My Favourite Poets and Poetry Books
Kate Baer - What Kind of Woman, and the upcoming How About Now - Kate Baer writes about motherhood, marriage, and selfhood with a clarity that feels like someone finally saying the quiet part out loud. Her poems are short, sharp, and devastatingly honest—the kind you'll screenshot and send to friends.
Maggie Smith - Good Bones - This collection is anchored by its title poem, which went viral for good reason—it captures the bittersweet work of trying to make the world bearable for the people we love. I also loved Maggie’s memoir You Could Make This Place Beautiful.
Joy Sullivan - Instructions for Travelling West - Sullivan's debut is a meditation on landscape and what it means to keep moving forward. Her poems feel like they were written in transit.

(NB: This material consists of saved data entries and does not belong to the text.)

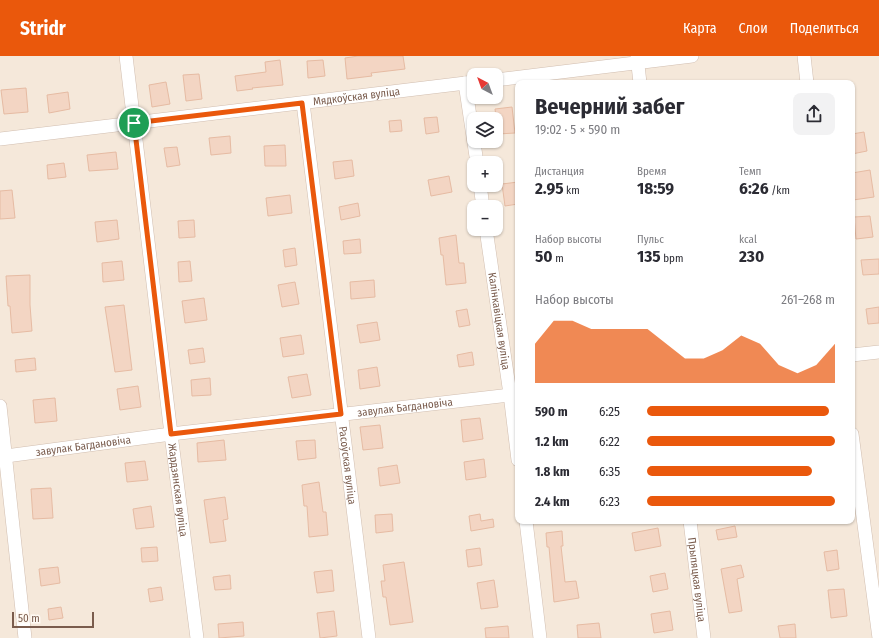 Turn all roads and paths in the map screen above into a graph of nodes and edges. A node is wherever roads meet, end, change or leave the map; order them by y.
1 (126, 56) edge
2 (692, 56) edge
3 (804, 56) edge
4 (638, 59) edge
5 (503, 79) edge
6 (640, 80) edge
7 (807, 80) edge
8 (467, 83) edge
9 (302, 103) junction
10 (472, 104) edge
11 (134, 123) junction
12 (0, 139) edge
13 (476, 156) edge
14 (487, 236) edge
15 (879, 352) edge
16 (855, 355) edge
17 (514, 394) edge
18 (0, 406) edge
19 (515, 410) edge
20 (341, 414) junction
21 (171, 434) junction
22 (6, 456) junction
23 (855, 457) edge
24 (526, 524) edge
25 (690, 524) edge
26 (25, 638) edge
27 (197, 638) edge
28 (369, 638) edge
29 (540, 638) edge
30 (704, 638) edge
31 (879, 638) edge

1 - 11 street, Жардзянская вуліца
2 - 4 street
3 - 7 street
4 - 5 street
4 - 6 street
8 - 9 street, Мядкоўская вуліца
9 - 11 street, Мядкоўская вуліца
9 - 20 street, Расоўская вуліца
10 - 13 street
11 - 12 street, Мядкоўская вуліца
11 - 21 street, Жардзянская вуліца
14 - 17 street, Калінкавіцкая вуліца
15 - 16 street
17 - 19 street, Калінкавіцкая вуліца
17 - 20 street, завулак Багдановіча
18 - 22 street
20 - 21 street, завулак Багдановіча
20 - 28 street, Расоўская вуліца
21 - 22 street, завулак Багдановіча
21 - 27 street, Жардзянская вуліца
22 - 26 street
23 - 31 street
24 - 29 street
25 - 30 street, Прыпяцкая вуліца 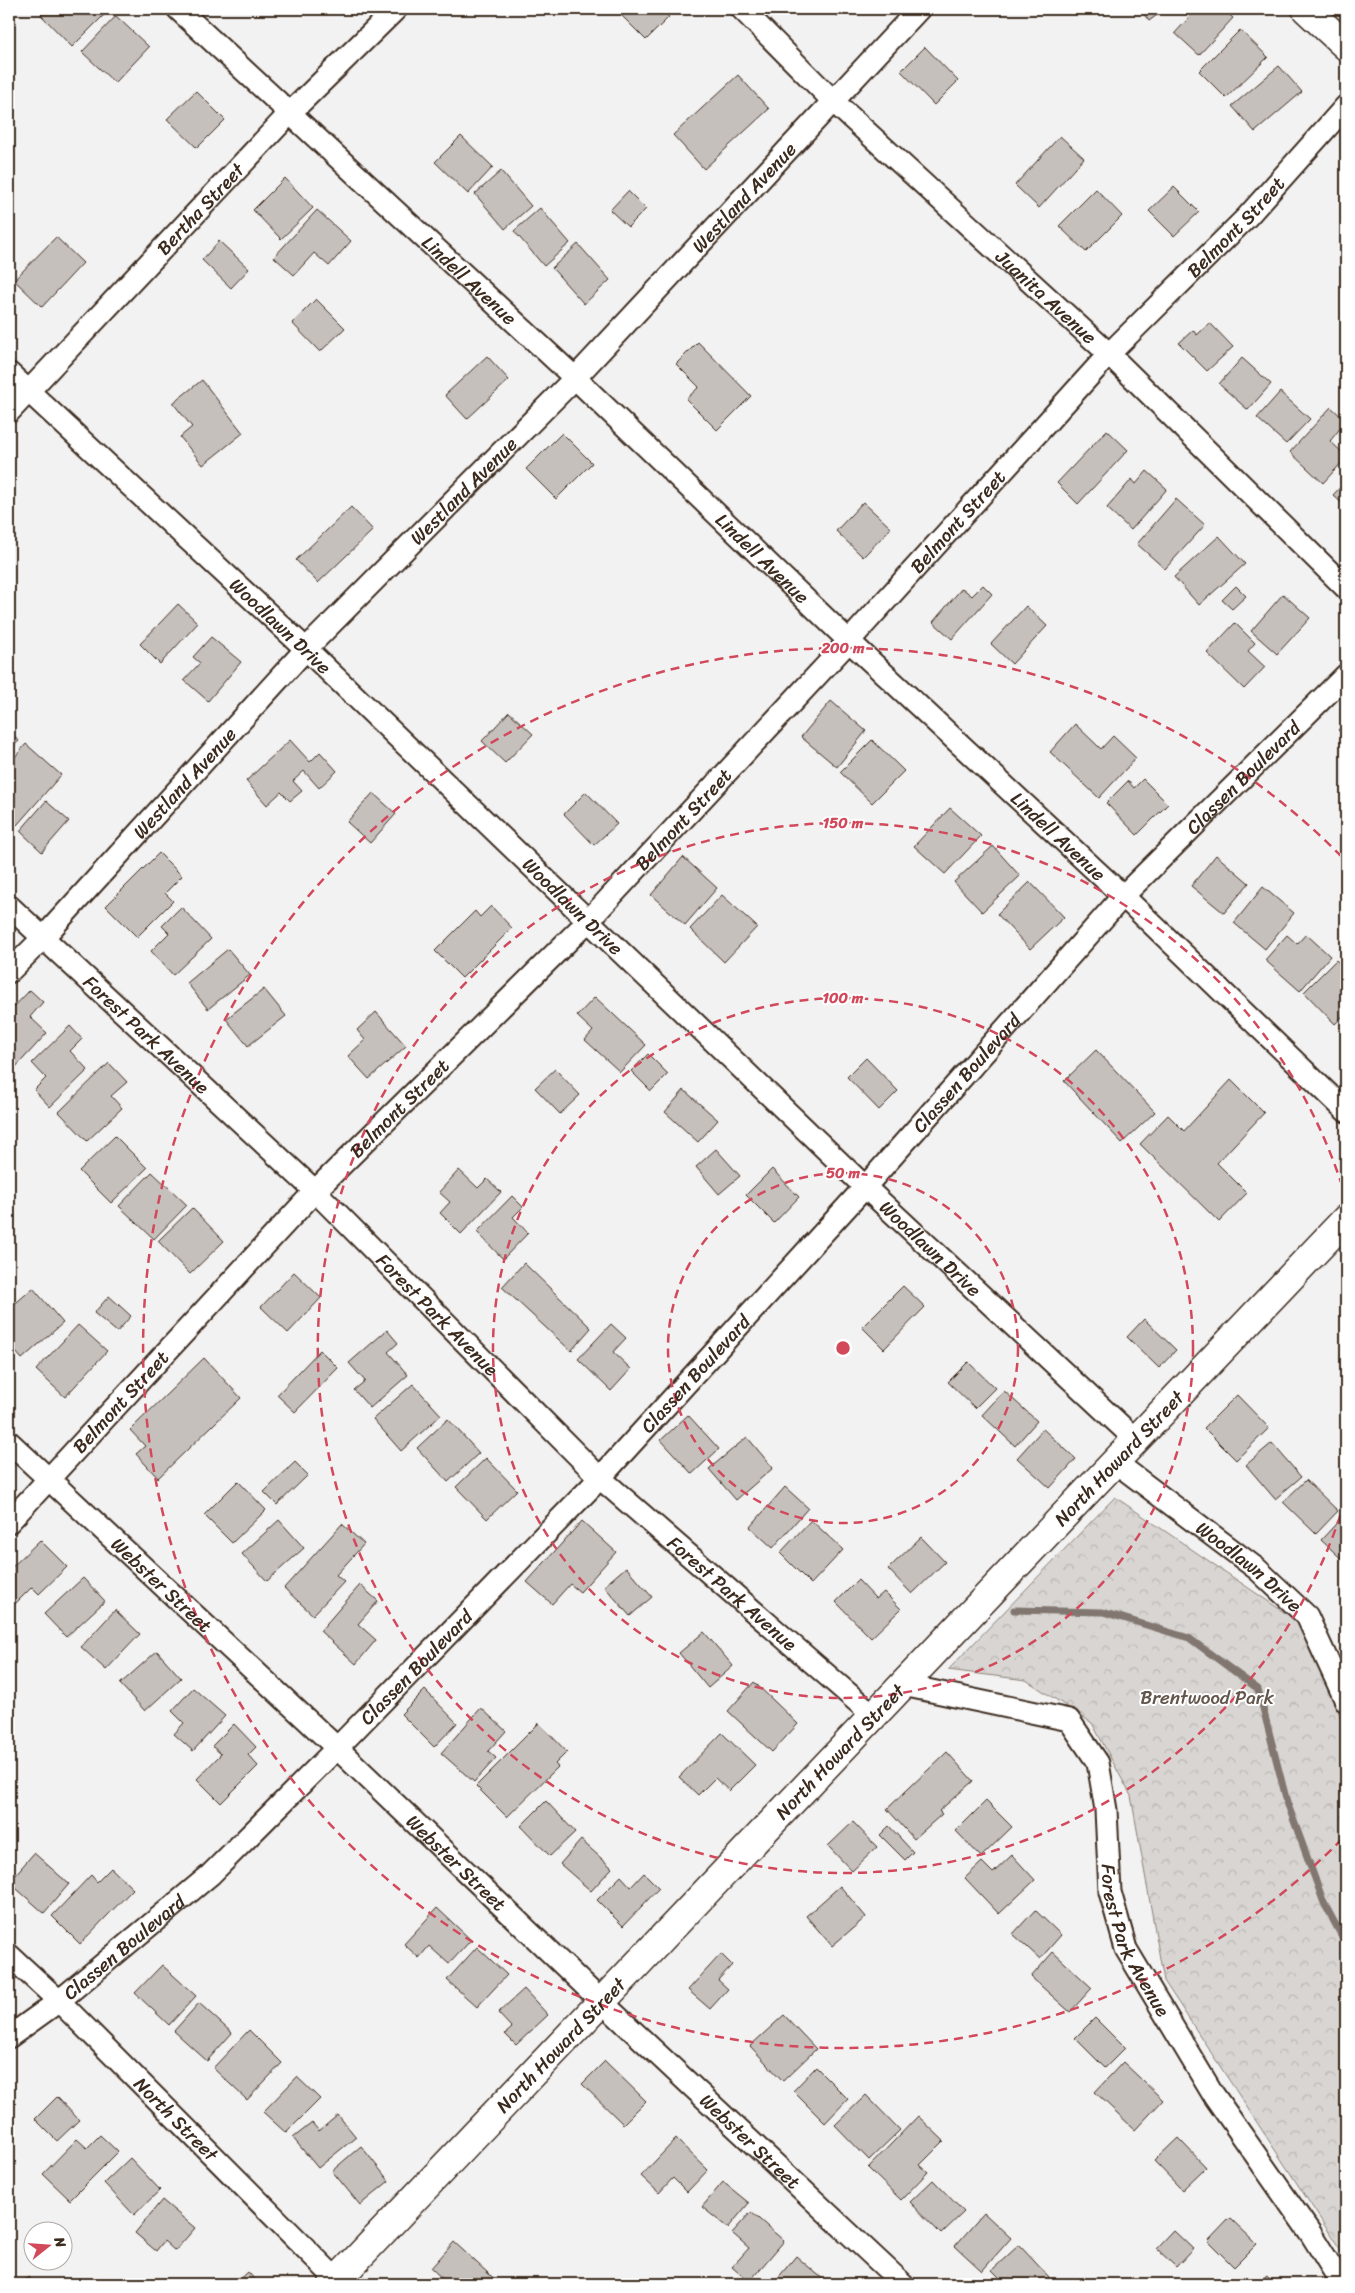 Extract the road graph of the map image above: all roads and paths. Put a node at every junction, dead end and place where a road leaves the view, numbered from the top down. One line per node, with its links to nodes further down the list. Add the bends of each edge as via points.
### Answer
1 (178, 9): 9 (street, Lindell Avenue)
2 (396, 9): 9 (street, Bertha Street)
3 (742, 9): 7 (street, Juanita Avenue)
4 (919, 9): 7 (street, Westland Avenue)
5 (1306, 9): 6 (street)
6 (1346, 46)
7 (834, 102): 10 (street, Juanita Avenue); 12 (street, Westland Avenue)
8 (1346, 106): 10 (street, Belmont Street, via 1247,217)
9 (290, 113): 12 (street, Lindell Avenue); 13 (street, Bertha Street)
10 (1109, 354): 15 (street, Juanita Avenue); 16 (street, Belmont Street)
11 (9, 373): 13 (street, Woodlawn Drive)
12 (576, 378): 16 (street, Lindell Avenue); 17 (street, Westland Avenue)
13 (28, 392): 14 (street, Bertha Street); 17 (street, Woodlawn Drive)
14 (9, 412)
15 (1346, 588)
16 (849, 641): 19 (street, Lindell Avenue); 21 (street, Belmont Street)
17 (306, 649): 21 (street, Woodlawn Drive); 22 (street, Westland Avenue)
18 (1346, 675): 19 (street, Classen Boulevard)
19 (1123, 896): 24 (street, Lindell Avenue); 25 (street, Classen Boulevard)
20 (9, 906): 22 (street, Forest Park Avenue)
21 (589, 920): 25 (street, Woodlawn Drive); 26 (street, Belmont Street)
22 (42, 938): 23 (street, Westland Avenue); 26 (street, Forest Park Avenue)
23 (9, 972)
24 (1346, 1111)
25 (864, 1187): 28 (street, Woodlawn Drive); 31 (street, Classen Boulevard)
26 (315, 1191): 31 (street, Forest Park Avenue); 32 (street, Belmont Street)
27 (1346, 1220): 28 (street, North Howard Street)
28 (1136, 1440): 30 (street, North Howard Street)
29 (9, 1442): 32 (street, Webster Street)
30 (1115, 1462): 34 (street, North Howard Street); 35 (street, Woodlawn Drive, via 1257,1569 1307,1616)
31 (600, 1478): 36 (street, Forest Park Avenue); 37 (street, Classen Boulevard)
32 (49, 1479): 33 (street, Belmont Street); 37 (street, Webster Street)
33 (9, 1522)
34 (903, 1686): 36 (street, North Howard Street); 44 (street, Forest Park Avenue, via 1069,1720 1098,1762 1106,1810 1110,1892 1126,1949 1213,2094)
35 (1346, 1700)
36 (874, 1716): 40 (street, North Howard Street)
37 (337, 1748): 39 (street, Classen Boulevard, via 210,1875); 40 (street, Webster Street)
38 (9, 1955): 39 (street, North Street)
39 (59, 2001): 41 (street, Classen Boulevard); 42 (street, North Street)
40 (602, 2002): 42 (street, North Howard Street); 43 (street, Webster Street)
41 (9, 2037)
42 (337, 2283)
43 (903, 2284)
44 (1342, 2284)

Mary Oliver - Devotions - If you've never read Mary Oliver, start here. This retrospective spans fifty years of her work, offering her luminous observations on nature, attention, and living deliberately.
Ada Limon - The Carrying - Limón writes about bodies, desire, loss, and longing with a generosity that feels rare. The Carrying grapples with what it means to want something—a child, a life, a future—and what happens when that wanting goes unfulfilled.
The Poetry Pharmacy Collection - Think of this as your literary medicine cabinet. Compiled by poet William Sieghart, it prescribes poems for every emotional ailment—heartbreak, anxiety, boredom, joy. There are three in the series and I love them all!